§ **Work to complete**:
In this material, which lines include the string "Left"? Show them.

★ ★ ★

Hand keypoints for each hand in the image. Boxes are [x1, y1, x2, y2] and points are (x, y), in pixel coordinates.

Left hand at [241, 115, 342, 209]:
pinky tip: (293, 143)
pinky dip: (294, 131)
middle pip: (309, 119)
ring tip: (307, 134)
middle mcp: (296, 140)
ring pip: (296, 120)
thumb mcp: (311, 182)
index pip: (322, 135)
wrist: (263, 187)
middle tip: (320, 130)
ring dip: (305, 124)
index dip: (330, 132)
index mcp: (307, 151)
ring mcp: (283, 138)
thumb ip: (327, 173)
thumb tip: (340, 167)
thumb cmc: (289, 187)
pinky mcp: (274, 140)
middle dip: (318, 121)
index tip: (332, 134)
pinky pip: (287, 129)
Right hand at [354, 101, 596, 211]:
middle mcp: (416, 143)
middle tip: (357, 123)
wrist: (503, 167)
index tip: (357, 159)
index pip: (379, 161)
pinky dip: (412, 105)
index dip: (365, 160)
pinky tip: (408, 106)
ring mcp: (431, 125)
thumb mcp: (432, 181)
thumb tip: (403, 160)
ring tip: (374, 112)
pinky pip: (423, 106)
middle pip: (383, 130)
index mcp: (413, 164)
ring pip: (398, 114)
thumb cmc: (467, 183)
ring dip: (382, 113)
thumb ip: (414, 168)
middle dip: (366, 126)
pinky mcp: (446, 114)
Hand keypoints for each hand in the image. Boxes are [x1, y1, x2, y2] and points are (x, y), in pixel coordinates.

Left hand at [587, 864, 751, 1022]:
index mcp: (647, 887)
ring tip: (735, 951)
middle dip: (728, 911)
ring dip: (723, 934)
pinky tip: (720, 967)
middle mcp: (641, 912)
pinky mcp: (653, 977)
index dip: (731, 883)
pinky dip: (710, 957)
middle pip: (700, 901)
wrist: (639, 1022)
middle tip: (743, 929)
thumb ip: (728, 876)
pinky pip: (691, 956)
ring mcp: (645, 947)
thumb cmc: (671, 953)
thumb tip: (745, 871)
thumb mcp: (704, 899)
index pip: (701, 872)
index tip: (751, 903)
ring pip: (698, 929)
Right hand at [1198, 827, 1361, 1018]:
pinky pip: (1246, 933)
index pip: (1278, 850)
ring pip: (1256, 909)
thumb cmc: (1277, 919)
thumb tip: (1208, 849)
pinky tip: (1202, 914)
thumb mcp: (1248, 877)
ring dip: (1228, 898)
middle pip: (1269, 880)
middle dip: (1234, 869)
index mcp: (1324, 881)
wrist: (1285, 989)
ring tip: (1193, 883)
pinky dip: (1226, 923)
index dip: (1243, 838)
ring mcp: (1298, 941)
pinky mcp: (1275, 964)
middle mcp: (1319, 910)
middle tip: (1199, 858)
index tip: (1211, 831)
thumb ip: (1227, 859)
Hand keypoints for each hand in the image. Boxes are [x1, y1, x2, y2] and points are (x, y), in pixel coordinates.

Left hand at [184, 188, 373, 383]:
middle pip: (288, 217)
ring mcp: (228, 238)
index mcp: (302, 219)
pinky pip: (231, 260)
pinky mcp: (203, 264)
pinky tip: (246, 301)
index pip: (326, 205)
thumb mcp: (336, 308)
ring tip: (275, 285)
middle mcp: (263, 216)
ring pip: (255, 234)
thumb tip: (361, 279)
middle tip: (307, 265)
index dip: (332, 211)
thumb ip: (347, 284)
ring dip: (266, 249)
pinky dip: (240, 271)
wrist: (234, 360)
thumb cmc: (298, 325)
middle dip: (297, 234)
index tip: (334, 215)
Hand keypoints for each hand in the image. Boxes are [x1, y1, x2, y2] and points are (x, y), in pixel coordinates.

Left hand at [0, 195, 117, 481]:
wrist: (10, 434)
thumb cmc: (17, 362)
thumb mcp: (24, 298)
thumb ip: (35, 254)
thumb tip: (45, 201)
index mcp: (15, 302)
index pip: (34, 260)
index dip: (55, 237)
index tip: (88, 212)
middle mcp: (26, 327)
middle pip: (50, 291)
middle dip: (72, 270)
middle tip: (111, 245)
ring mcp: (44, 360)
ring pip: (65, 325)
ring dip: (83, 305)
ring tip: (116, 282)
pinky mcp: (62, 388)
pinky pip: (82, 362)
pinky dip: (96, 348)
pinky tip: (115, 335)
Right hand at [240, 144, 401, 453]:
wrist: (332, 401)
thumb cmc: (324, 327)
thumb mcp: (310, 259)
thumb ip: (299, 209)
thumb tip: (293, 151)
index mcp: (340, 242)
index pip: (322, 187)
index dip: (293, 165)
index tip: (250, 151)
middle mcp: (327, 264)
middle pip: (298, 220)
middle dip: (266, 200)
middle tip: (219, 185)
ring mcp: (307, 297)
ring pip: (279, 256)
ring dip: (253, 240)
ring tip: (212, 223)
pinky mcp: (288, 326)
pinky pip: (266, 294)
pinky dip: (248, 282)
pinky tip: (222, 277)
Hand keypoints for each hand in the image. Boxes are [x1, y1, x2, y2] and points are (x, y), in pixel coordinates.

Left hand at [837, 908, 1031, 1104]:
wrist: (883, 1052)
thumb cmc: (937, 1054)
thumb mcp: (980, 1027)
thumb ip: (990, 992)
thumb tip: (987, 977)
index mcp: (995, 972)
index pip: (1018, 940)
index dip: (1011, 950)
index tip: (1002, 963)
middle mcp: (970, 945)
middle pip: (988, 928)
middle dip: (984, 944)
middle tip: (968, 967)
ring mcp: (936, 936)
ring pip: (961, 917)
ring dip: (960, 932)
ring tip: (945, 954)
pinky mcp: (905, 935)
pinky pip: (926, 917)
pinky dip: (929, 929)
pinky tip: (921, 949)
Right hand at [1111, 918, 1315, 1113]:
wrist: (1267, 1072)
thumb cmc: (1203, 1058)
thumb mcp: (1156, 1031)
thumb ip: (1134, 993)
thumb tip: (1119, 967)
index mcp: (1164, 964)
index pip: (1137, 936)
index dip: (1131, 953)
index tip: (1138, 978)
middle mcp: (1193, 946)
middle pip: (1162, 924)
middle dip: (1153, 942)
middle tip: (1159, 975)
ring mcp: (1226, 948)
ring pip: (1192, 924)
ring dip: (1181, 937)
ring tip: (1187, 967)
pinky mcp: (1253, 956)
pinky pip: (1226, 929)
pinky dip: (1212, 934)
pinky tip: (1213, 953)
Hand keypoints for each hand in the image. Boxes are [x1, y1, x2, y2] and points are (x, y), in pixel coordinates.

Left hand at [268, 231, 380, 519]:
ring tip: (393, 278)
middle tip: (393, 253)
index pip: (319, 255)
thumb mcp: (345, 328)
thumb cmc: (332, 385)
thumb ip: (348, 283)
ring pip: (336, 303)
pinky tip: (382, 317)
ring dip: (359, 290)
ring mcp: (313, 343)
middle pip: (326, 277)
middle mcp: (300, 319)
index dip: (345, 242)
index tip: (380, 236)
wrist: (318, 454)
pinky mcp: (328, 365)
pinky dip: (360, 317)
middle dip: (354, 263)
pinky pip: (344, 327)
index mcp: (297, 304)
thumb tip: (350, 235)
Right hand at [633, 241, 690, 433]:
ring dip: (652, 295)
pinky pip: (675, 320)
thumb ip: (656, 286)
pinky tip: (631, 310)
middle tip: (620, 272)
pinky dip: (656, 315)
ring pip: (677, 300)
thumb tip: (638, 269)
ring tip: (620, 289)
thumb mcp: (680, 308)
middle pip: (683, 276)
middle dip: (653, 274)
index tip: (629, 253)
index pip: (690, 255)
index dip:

★ ★ ★

§ **Output for this exercise**:
Left hand at [241, 115, 342, 209]:
Left hand at [587, 864, 751, 1022]:
Left hand at [184, 188, 373, 383]:
Left hand at [0, 195, 117, 481]:
Left hand at [837, 908, 1031, 1104]:
Left hand at [268, 231, 380, 519]:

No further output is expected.